The data:
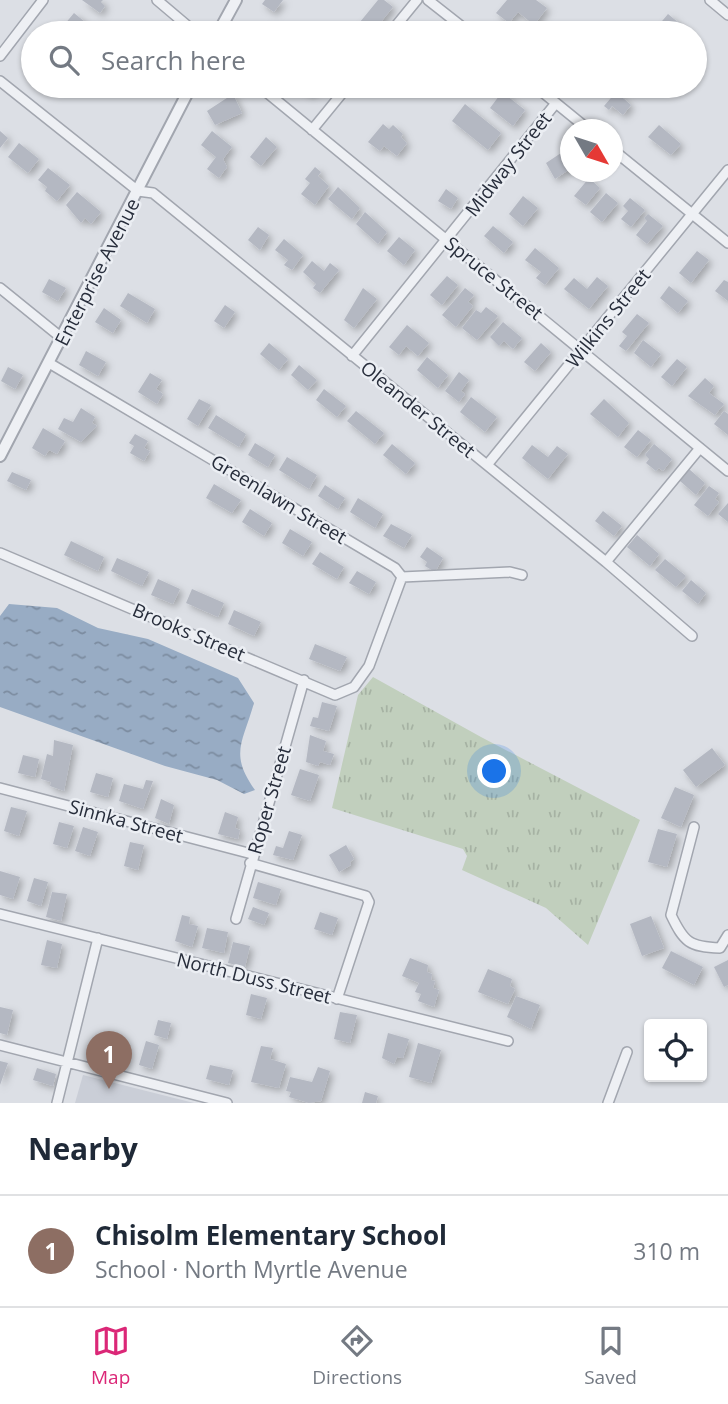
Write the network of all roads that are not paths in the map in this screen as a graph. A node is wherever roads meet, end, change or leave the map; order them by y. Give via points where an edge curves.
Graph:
1 (43, 0) edge
2 (157, 0) edge
3 (236, 0) edge
4 (417, 0) edge
5 (429, 0) edge
6 (710, 0) edge
7 (728, 15) edge
8 (27, 21) edge
9 (182, 21) edge
10 (225, 21) edge
11 (400, 21) edge
12 (455, 21) edge
13 (21, 29) edge
14 (0, 56) edge
15 (0, 81) edge
16 (21, 98) edge
17 (21, 98) edge
18 (185, 98) edge
19 (273, 98) edge
20 (338, 98) edge
21 (550, 98) edge
22 (556, 103) junction
23 (576, 119) edge
24 (312, 130) junction
25 (623, 158) edge
26 (728, 170) edge
27 (138, 191) junction
28 (692, 214) junction
29 (447, 240) junction
30 (728, 243) edge
31 (0, 288) edge
32 (63, 339) junction
33 (582, 349) junction
34 (352, 356) junction
35 (50, 363) junction
36 (701, 448) junction
37 (0, 456) edge
38 (487, 465) junction
39 (728, 471) edge
40 (0, 553) edge
41 (606, 562) junction
42 (522, 575) dead end
43 (402, 577) junction
44 (692, 636) dead end
45 (304, 680) junction
46 (0, 788) edge
47 (694, 827) dead end
48 (251, 858) junction
49 (0, 914) edge
50 (236, 919) dead end
51 (728, 935) edge
52 (98, 938) junction
53 (337, 999) junction
54 (508, 1041) dead end
55 (0, 1045) edge
56 (627, 1052) dead end
57 (68, 1061) junction
58 (57, 1103) edge
59 (227, 1103) edge
60 (608, 1103) edge

1 - 8 street
2 - 9 street
3 - 10 street
4 - 11 street
5 - 12 street
6 - 7 street
13 - 14 street
15 - 16 street, Oleander Street
17 - 27 street, Oleander Street
18 - 27 street, Enterprise Avenue
19 - 24 street, Spruce Street
20 - 24 street
21 - 22 street
22 - 23 street
22 - 29 street, Midway Street
24 - 29 street, Spruce Street
25 - 28 street
26 - 28 street, Wilkins Street
27 - 32 street, Enterprise Avenue
27 - 34 street, Oleander Street via 153,194
28 - 30 street
28 - 33 street, Wilkins Street
29 - 33 street, Spruce Street
29 - 34 street, Midway Street
31 - 32 street
32 - 35 street, Enterprise Avenue
33 - 36 street, Spruce Street
33 - 38 street, Wilkins Street
34 - 38 street, Oleander Street
35 - 37 street, Enterprise Avenue
35 - 43 street, Greenlawn Street via 395,568
36 - 39 street, Spruce Street
36 - 41 street
38 - 41 street, Oleander Street
40 - 45 street, Brooks Street
41 - 44 street, Oleander Street
42 - 43 street
43 - 45 street, Brooks Street via 369,666 354,687 335,695
45 - 48 street, Roper Street
46 - 48 street, Sinnka Street
47 - 51 street via 671,915 682,936 697,947 720,948
48 - 50 street, Roper Street
48 - 53 street, Sinnka Street via 366,896 369,902
49 - 52 street, North Duss Street
52 - 53 street, North Duss Street
52 - 57 street
53 - 54 street, North Duss Street
55 - 57 street
56 - 60 street
57 - 58 street
57 - 59 street

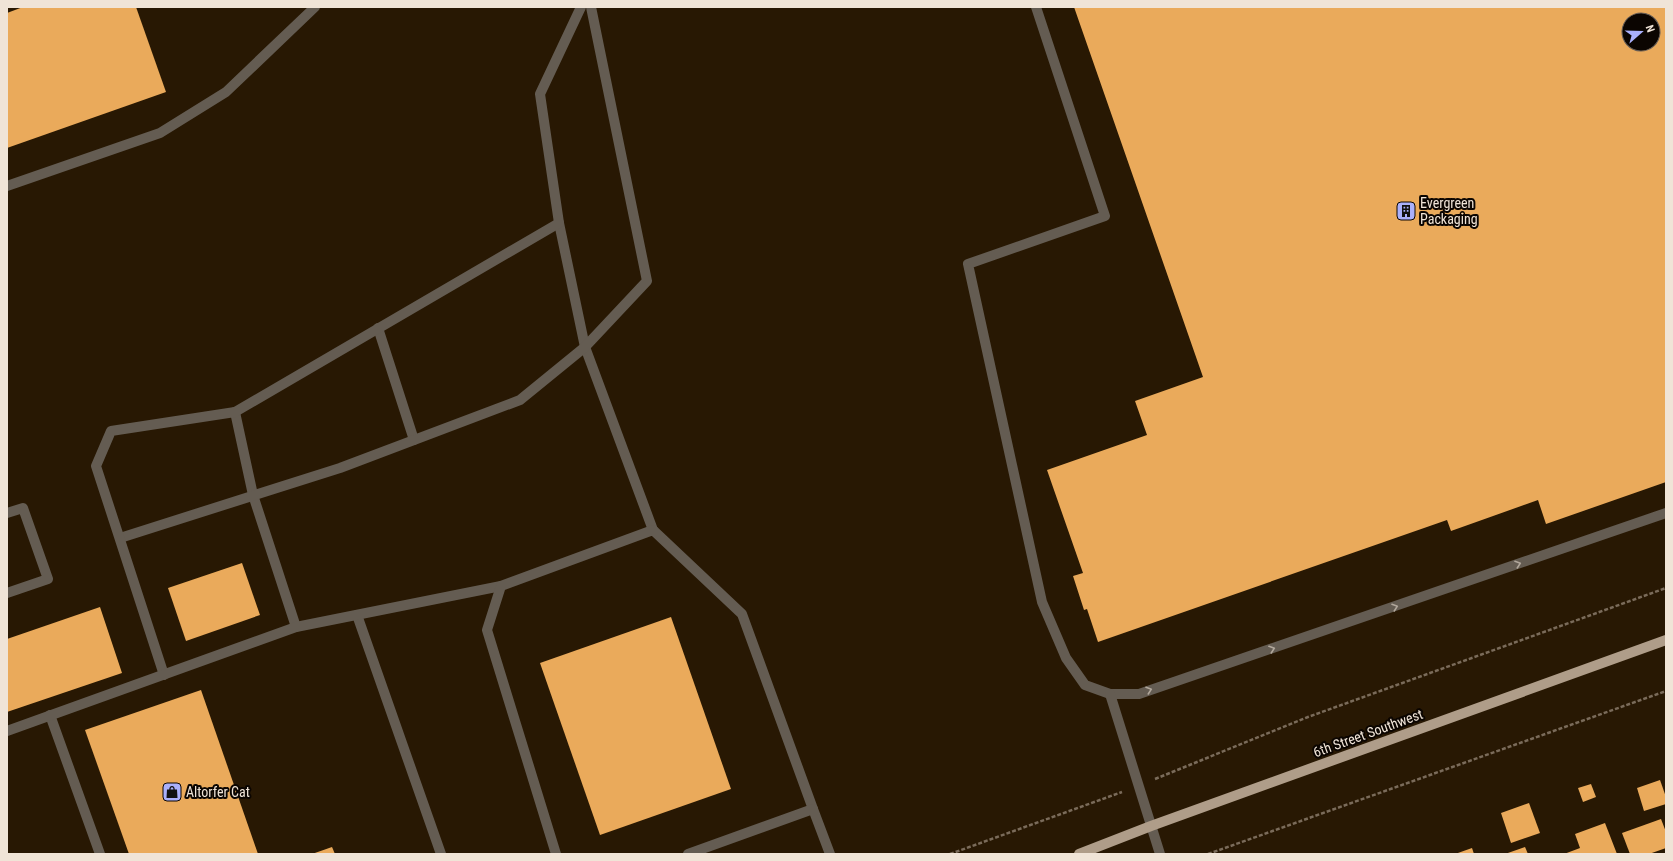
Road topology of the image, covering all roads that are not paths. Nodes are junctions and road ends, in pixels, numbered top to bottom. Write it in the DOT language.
graph roads {
  1 [pos="315,7"];
  2 [pos="581,7"];
  3 [pos="591,7"];
  4 [pos="1036,7"];
  5 [pos="7,186"];
  6 [pos="559,223"];
  7 [pos="378,328"];
  8 [pos="585,347"];
  9 [pos="235,412"];
  10 [pos="414,440"];
  11 [pos="253,495"];
  12 [pos="7,513"];
  13 [pos="1666,513"];
  14 [pos="653,530"];
  15 [pos="120,538"];
  16 [pos="501,586"];
  17 [pos="7,593"];
  18 [pos="357,615"];
  19 [pos="296,626"];
  20 [pos="1666,640"];
  21 [pos="164,675"];
  22 [pos="1110,694"];
  23 [pos="50,715"];
  24 [pos="7,731"];
  25 [pos="813,809"];
  26 [pos="1150,826"];
  27 [pos="100,854"];
  28 [pos="441,854"];
  29 [pos="556,854"];
  30 [pos="688,854"];
  31 [pos="830,854"];
  32 [pos="1079,854"];
  33 [pos="1160,854"];
  1 -- 5 [label="street"];
  2 -- 6 [label="street"];
  3 -- 8 [label="street"];
  4 -- 22 [label="street"];
  6 -- 7 [label="street"];
  6 -- 8 [label="street"];
  7 -- 9 [label="street"];
  7 -- 10 [label="street"];
  8 -- 10 [label="street"];
  8 -- 14 [label="street"];
  9 -- 11 [label="street"];
  9 -- 15 [label="street"];
  10 -- 11 [label="street"];
  11 -- 15 [label="street"];
  11 -- 19 [label="street"];
  12 -- 17 [label="street"];
  22 -- 13 [label="street, one-way"];
  14 -- 16 [label="street"];
  14 -- 25 [label="street"];
  15 -- 21 [label="street"];
  16 -- 18 [label="street"];
  16 -- 29 [label="street"];
  18 -- 19 [label="street"];
  18 -- 28 [label="street"];
  19 -- 21 [label="street"];
  20 -- 26 [label="main road, 6th Street Southwest"];
  21 -- 23 [label="street"];
  22 -- 26 [label="street"];
  23 -- 24 [label="street"];
  23 -- 27 [label="street"];
  25 -- 30 [label="street"];
  25 -- 31 [label="street"];
  26 -- 32 [label="main road, 6th Street Southwest"];
  26 -- 33 [label="street"];
}
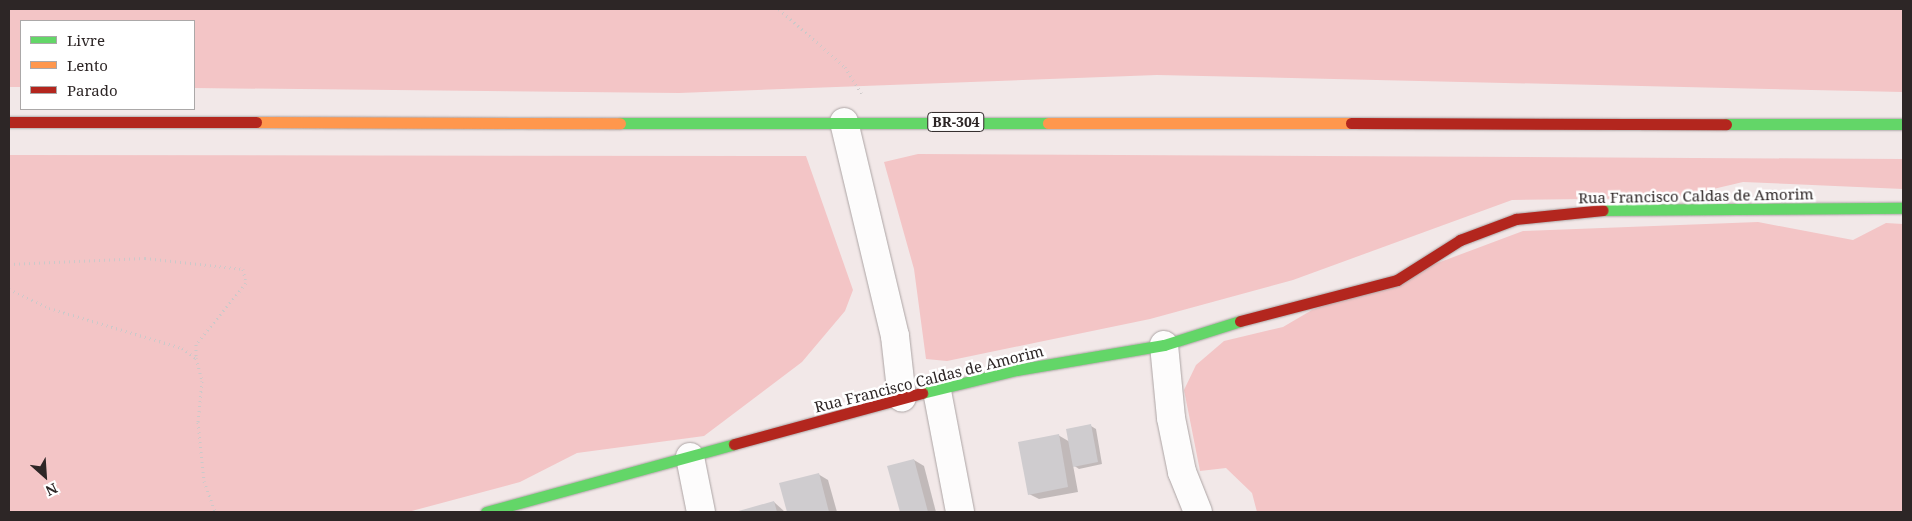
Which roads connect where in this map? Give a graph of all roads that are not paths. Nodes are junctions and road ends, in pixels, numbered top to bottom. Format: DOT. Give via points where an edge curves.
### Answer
graph roads {
  1 [pos="9,122"];
  2 [pos="856,122"];
  3 [pos="1903,124"];
  4 [pos="1903,208"];
  5 [pos="1164,345"];
  6 [pos="937,391"];
  7 [pos="902,398"];
  8 [pos="690,457"];
  9 [pos="486,512"];
  10 [pos="701,512"];
  11 [pos="960,512"];
  12 [pos="1198,512"];
  1 -- 2 [label="main road, BR-304"];
  2 -- 3 [label="main road, BR-304"];
  2 -- 7 [label="street" via="896,336"];
  4 -- 5 [label="main road, Rua Francisco Caldas de Amorim" via="1595,210 1516,218 1460,240 1397,280 1292,304"];
  5 -- 6 [label="main road, Rua Francisco Caldas de Amorim" via="1016,370"];
  5 -- 12 [label="street" via="1171,418 1182,472"];
  6 -- 7 [label="main road, Rua Francisco Caldas de Amorim"];
  6 -- 11 [label="street"];
  7 -- 8 [label="main road, Rua Francisco Caldas de Amorim"];
  8 -- 9 [label="main road, Rua Francisco Caldas de Amorim"];
  8 -- 10 [label="street"];
}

What is needed:
In the entries above, identify every line with the string "bottom".

Expected answer:
Road topology of the image, covering all roads that are not paths. Nodes are junctions and road ends, in pixels, numbered top to bottom. Write it in the DOT language.
Which roads connect where in this map? Give a graph of all roads that are not paths. Nodes are junctions and road ends, in pixels, numbered top to bottom. Format: DOT. Give via points where an edge curves.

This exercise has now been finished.